In technical analysis, the Commodity Channel Index (CCI) measures the difference between current and historical average prices. It helps to identify overbought and oversold levels by measuring an instrument’s variations away from its statistical mean. A CCI can also be used to determine reversals, divergences, and overbought/oversold levels. It was originally designed to identify commodity trends but is now used for various financial instruments. Donald Lambert created and introduced CCI in 1980, the first publication about which was in Commodities Magazine.
The CCI above zero indicates that the price has risen above the historical average. Similarly, the price is below average when the CCI is below zero.
Practice: calculate the CCI yourself
CCI = (Typical Price – 20 Period SMA of TP) / (.015 x Mean Deviation)
Typical Price (TP) = (High + Low + Close)/3
Constant = .015
- Decide how many periods your CCI will analyze. Most people use twenty. The indicator will be more volatile with fewer periods while smoother with more periods. Let’s assume 20 periods, but you can still take a different number.
- Calculate the typical price by tracking the high, low, and close for 20 periods.
- Sum up the last 20 typical prices and divide them by 20 to calculate the moving average (MA) of the typical price.
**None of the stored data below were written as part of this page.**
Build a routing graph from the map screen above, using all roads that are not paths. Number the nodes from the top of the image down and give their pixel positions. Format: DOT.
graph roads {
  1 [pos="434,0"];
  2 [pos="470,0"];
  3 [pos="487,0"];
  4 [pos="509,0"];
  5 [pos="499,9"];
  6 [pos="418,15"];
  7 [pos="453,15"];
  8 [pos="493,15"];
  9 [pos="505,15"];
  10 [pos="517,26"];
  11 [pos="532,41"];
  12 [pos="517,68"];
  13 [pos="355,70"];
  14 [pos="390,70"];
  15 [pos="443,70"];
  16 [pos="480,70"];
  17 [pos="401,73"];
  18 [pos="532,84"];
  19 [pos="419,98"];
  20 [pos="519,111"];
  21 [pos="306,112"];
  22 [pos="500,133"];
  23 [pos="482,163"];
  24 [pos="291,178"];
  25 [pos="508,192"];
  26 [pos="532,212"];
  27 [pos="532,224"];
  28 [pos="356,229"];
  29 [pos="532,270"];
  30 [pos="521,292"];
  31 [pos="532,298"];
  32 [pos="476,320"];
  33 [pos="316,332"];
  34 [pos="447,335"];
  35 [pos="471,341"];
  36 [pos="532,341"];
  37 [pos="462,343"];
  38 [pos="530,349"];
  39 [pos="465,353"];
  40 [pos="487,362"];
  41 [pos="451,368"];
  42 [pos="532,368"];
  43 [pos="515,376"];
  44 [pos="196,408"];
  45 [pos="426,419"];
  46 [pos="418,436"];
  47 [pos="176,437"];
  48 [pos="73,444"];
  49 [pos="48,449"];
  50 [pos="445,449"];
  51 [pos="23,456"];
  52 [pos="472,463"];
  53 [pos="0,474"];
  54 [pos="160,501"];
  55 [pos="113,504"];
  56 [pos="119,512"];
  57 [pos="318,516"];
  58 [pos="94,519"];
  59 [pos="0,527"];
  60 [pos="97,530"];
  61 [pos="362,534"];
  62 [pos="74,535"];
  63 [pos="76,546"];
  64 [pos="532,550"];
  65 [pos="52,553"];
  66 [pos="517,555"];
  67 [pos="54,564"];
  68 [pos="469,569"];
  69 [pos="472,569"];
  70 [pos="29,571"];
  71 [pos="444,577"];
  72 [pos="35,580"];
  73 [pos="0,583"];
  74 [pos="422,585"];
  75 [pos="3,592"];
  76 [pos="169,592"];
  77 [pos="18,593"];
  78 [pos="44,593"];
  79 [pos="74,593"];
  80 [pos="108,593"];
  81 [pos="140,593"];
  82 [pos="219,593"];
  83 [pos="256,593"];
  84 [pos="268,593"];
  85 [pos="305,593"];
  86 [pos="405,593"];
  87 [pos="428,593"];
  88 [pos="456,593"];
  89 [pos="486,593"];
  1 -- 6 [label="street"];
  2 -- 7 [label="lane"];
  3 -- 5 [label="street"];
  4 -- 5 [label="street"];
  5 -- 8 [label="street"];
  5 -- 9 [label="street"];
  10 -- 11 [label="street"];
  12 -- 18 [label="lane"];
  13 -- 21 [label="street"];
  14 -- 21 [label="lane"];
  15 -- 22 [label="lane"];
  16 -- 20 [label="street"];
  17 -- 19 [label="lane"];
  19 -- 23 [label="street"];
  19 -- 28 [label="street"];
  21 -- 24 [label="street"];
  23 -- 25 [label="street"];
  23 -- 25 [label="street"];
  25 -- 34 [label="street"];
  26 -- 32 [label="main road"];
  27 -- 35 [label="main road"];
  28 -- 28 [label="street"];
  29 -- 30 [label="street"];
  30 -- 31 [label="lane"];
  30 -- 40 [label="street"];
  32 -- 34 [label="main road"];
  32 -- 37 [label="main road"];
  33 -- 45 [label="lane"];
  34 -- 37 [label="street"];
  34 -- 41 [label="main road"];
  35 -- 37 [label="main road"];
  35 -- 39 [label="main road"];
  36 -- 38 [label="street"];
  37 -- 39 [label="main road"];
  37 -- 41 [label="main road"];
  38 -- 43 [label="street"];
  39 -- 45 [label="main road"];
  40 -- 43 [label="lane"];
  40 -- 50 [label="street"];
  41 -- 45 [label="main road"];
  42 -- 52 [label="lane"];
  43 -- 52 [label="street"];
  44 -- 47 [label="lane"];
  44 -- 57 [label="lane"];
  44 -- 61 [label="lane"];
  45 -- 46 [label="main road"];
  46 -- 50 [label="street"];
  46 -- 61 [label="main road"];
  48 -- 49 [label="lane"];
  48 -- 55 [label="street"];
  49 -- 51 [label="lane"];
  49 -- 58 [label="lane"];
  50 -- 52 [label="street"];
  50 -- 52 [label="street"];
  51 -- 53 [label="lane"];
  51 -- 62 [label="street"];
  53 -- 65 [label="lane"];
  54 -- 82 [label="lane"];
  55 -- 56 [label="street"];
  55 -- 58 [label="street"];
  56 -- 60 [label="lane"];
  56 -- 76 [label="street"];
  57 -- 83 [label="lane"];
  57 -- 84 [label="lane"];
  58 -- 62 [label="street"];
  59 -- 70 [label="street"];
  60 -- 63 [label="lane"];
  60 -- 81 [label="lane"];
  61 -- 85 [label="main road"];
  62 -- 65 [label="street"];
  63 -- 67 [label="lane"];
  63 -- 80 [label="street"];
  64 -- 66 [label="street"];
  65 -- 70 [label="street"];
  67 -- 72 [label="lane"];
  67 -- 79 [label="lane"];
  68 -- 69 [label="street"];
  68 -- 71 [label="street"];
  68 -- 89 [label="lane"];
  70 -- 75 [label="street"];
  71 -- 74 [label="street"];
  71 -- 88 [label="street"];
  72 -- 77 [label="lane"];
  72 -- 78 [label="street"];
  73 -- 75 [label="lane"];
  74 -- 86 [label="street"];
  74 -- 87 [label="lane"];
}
- Divide the MA by the average price over the last 20 periods to calculate the mean deviation. Sum these figures’ absolute values (ignore minus signs) and then divide by 20.
- Using the most recent typical price, the MA, and the mean deviation, compute the current CCI.
- As each new period ends, repeat the process.
Standard parameters are: CCI(20)
The standard configuration uses an SMA with a period of 20.
How to display CCI in Sema?
To see the Commodity Channel Index on a chart, press on the hexagon icon in the right corner of a coin chart. Choose CCI to display the Commodity Channel Index on your chart. You can switch between candles and line format right above.